##### Supplied material #####

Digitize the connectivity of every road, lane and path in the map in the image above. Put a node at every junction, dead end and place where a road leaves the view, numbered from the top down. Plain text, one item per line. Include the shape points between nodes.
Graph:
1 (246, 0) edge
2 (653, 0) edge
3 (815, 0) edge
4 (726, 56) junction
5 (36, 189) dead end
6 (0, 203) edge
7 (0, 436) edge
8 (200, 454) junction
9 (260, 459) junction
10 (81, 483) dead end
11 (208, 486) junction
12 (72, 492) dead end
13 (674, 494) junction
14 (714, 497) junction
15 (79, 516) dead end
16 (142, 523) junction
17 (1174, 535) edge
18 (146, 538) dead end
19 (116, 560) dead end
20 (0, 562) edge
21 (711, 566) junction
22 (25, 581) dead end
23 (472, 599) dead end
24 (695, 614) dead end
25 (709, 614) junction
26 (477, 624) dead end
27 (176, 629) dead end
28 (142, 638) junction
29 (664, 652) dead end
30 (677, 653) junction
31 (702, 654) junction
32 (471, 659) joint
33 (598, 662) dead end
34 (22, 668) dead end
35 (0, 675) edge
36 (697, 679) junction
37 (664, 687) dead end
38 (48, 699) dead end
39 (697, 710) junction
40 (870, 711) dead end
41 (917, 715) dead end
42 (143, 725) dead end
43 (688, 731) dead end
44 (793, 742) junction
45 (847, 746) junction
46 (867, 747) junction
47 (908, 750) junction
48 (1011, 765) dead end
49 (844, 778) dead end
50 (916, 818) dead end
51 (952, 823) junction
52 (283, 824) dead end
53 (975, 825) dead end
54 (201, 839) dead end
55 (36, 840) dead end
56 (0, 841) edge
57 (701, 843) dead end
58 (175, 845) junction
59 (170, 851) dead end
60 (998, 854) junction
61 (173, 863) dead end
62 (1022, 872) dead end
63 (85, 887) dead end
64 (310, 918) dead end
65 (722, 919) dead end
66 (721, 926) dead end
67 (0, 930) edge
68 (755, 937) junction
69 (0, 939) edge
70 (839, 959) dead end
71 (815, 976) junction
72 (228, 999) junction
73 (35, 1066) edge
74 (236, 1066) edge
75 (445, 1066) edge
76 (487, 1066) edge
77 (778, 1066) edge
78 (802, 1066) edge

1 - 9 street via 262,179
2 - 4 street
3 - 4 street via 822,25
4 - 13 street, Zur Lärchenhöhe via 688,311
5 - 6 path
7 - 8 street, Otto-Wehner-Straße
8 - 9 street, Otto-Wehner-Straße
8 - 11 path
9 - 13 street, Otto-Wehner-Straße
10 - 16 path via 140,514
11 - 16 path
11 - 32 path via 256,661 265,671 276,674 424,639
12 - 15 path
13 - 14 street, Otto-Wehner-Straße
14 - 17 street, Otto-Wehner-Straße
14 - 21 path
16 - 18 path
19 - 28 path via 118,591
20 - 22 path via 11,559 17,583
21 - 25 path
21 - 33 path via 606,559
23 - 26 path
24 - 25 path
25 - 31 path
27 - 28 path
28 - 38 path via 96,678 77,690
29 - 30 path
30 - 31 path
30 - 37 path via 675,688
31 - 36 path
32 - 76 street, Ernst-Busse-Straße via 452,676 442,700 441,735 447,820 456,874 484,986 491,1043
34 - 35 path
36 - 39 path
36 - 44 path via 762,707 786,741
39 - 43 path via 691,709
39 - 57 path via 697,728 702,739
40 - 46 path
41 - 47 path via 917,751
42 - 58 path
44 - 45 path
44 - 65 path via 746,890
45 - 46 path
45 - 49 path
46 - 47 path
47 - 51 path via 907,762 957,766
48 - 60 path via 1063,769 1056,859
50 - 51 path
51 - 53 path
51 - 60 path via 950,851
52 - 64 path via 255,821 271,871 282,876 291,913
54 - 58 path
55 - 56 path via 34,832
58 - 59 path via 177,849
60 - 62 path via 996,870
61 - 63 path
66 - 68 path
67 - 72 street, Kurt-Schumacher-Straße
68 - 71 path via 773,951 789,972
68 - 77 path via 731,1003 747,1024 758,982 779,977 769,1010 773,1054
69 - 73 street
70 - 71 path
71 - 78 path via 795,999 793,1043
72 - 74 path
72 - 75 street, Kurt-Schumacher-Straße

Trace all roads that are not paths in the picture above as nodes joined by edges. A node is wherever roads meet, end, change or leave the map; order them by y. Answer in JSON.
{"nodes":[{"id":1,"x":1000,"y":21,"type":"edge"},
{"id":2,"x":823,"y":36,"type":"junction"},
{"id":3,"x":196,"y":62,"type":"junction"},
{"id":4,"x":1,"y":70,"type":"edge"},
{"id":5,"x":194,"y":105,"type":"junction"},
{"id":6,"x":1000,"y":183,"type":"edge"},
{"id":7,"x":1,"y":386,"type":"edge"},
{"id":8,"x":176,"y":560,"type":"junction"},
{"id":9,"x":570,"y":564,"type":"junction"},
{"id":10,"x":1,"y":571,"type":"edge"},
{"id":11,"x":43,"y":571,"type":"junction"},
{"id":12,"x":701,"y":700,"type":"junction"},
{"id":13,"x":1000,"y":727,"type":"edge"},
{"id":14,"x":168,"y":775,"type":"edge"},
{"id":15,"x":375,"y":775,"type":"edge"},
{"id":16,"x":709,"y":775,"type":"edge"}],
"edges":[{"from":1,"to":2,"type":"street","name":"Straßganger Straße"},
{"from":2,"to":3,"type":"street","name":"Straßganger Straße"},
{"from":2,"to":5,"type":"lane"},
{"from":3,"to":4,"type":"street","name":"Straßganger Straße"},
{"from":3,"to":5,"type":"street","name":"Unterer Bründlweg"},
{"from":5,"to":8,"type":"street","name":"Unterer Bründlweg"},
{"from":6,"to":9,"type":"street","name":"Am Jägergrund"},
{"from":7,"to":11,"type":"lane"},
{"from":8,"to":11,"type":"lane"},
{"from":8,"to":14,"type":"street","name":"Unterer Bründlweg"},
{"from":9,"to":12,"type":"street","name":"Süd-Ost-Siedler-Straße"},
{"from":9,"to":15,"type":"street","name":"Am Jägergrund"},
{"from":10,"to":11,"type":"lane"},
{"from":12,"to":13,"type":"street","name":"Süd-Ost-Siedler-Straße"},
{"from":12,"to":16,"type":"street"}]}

#####

• **Aim of the exercise**:
Repeat the data verbatim.

• **Task output**:
Digitize the connectivity of every road, lane and path in the map in the image above. Put a node at every junction, dead end and place where a road leaves the view, numbered from the top down. Plain text, one item per line. Include the shape points between nodes.
Graph:
1 (246, 0) edge
2 (653, 0) edge
3 (815, 0) edge
4 (726, 56) junction
5 (36, 189) dead end
6 (0, 203) edge
7 (0, 436) edge
8 (200, 454) junction
9 (260, 459) junction
10 (81, 483) dead end
11 (208, 486) junction
12 (72, 492) dead end
13 (674, 494) junction
14 (714, 497) junction
15 (79, 516) dead end
16 (142, 523) junction
17 (1174, 535) edge
18 (146, 538) dead end
19 (116, 560) dead end
20 (0, 562) edge
21 (711, 566) junction
22 (25, 581) dead end
23 (472, 599) dead end
24 (695, 614) dead end
25 (709, 614) junction
26 (477, 624) dead end
27 (176, 629) dead end
28 (142, 638) junction
29 (664, 652) dead end
30 (677, 653) junction
31 (702, 654) junction
32 (471, 659) joint
33 (598, 662) dead end
34 (22, 668) dead end
35 (0, 675) edge
36 (697, 679) junction
37 (664, 687) dead end
38 (48, 699) dead end
39 (697, 710) junction
40 (870, 711) dead end
41 (917, 715) dead end
42 (143, 725) dead end
43 (688, 731) dead end
44 (793, 742) junction
45 (847, 746) junction
46 (867, 747) junction
47 (908, 750) junction
48 (1011, 765) dead end
49 (844, 778) dead end
50 (916, 818) dead end
51 (952, 823) junction
52 (283, 824) dead end
53 (975, 825) dead end
54 (201, 839) dead end
55 (36, 840) dead end
56 (0, 841) edge
57 (701, 843) dead end
58 (175, 845) junction
59 (170, 851) dead end
60 (998, 854) junction
61 (173, 863) dead end
62 (1022, 872) dead end
63 (85, 887) dead end
64 (310, 918) dead end
65 (722, 919) dead end
66 (721, 926) dead end
67 (0, 930) edge
68 (755, 937) junction
69 (0, 939) edge
70 (839, 959) dead end
71 (815, 976) junction
72 (228, 999) junction
73 (35, 1066) edge
74 (236, 1066) edge
75 (445, 1066) edge
76 (487, 1066) edge
77 (778, 1066) edge
78 (802, 1066) edge

1 - 9 street via 262,179
2 - 4 street
3 - 4 street via 822,25
4 - 13 street, Zur Lärchenhöhe via 688,311
5 - 6 path
7 - 8 street, Otto-Wehner-Straße
8 - 9 street, Otto-Wehner-Straße
8 - 11 path
9 - 13 street, Otto-Wehner-Straße
10 - 16 path via 140,514
11 - 16 path
11 - 32 path via 256,661 265,671 276,674 424,639
12 - 15 path
13 - 14 street, Otto-Wehner-Straße
14 - 17 street, Otto-Wehner-Straße
14 - 21 path
16 - 18 path
19 - 28 path via 118,591
20 - 22 path via 11,559 17,583
21 - 25 path
21 - 33 path via 606,559
23 - 26 path
24 - 25 path
25 - 31 path
27 - 28 path
28 - 38 path via 96,678 77,690
29 - 30 path
30 - 31 path
30 - 37 path via 675,688
31 - 36 path
32 - 76 street, Ernst-Busse-Straße via 452,676 442,700 441,735 447,820 456,874 484,986 491,1043
34 - 35 path
36 - 39 path
36 - 44 path via 762,707 786,741
39 - 43 path via 691,709
39 - 57 path via 697,728 702,739
40 - 46 path
41 - 47 path via 917,751
42 - 58 path
44 - 45 path
44 - 65 path via 746,890
45 - 46 path
45 - 49 path
46 - 47 path
47 - 51 path via 907,762 957,766
48 - 60 path via 1063,769 1056,859
50 - 51 path
51 - 53 path
51 - 60 path via 950,851
52 - 64 path via 255,821 271,871 282,876 291,913
54 - 58 path
55 - 56 path via 34,832
58 - 59 path via 177,849
60 - 62 path via 996,870
61 - 63 path
66 - 68 path
67 - 72 street, Kurt-Schumacher-Straße
68 - 71 path via 773,951 789,972
68 - 77 path via 731,1003 747,1024 758,982 779,977 769,1010 773,1054
69 - 73 street
70 - 71 path
71 - 78 path via 795,999 793,1043
72 - 74 path
72 - 75 street, Kurt-Schumacher-Straße

Trace all roads that are not paths in the picture above as nodes joined by edges. A node is wherever roads meet, end, change or leave the map; order them by y. Answer in JSON.
{"nodes":[{"id":1,"x":1000,"y":21,"type":"edge"},
{"id":2,"x":823,"y":36,"type":"junction"},
{"id":3,"x":196,"y":62,"type":"junction"},
{"id":4,"x":1,"y":70,"type":"edge"},
{"id":5,"x":194,"y":105,"type":"junction"},
{"id":6,"x":1000,"y":183,"type":"edge"},
{"id":7,"x":1,"y":386,"type":"edge"},
{"id":8,"x":176,"y":560,"type":"junction"},
{"id":9,"x":570,"y":564,"type":"junction"},
{"id":10,"x":1,"y":571,"type":"edge"},
{"id":11,"x":43,"y":571,"type":"junction"},
{"id":12,"x":701,"y":700,"type":"junction"},
{"id":13,"x":1000,"y":727,"type":"edge"},
{"id":14,"x":168,"y":775,"type":"edge"},
{"id":15,"x":375,"y":775,"type":"edge"},
{"id":16,"x":709,"y":775,"type":"edge"}],
"edges":[{"from":1,"to":2,"type":"street","name":"Straßganger Straße"},
{"from":2,"to":3,"type":"street","name":"Straßganger Straße"},
{"from":2,"to":5,"type":"lane"},
{"from":3,"to":4,"type":"street","name":"Straßganger Straße"},
{"from":3,"to":5,"type":"street","name":"Unterer Bründlweg"},
{"from":5,"to":8,"type":"street","name":"Unterer Bründlweg"},
{"from":6,"to":9,"type":"street","name":"Am Jägergrund"},
{"from":7,"to":11,"type":"lane"},
{"from":8,"to":11,"type":"lane"},
{"from":8,"to":14,"type":"street","name":"Unterer Bründlweg"},
{"from":9,"to":12,"type":"street","name":"Süd-Ost-Siedler-Straße"},
{"from":9,"to":15,"type":"street","name":"Am Jägergrund"},
{"from":10,"to":11,"type":"lane"},
{"from":12,"to":13,"type":"street","name":"Süd-Ost-Siedler-Straße"},
{"from":12,"to":16,"type":"street"}]}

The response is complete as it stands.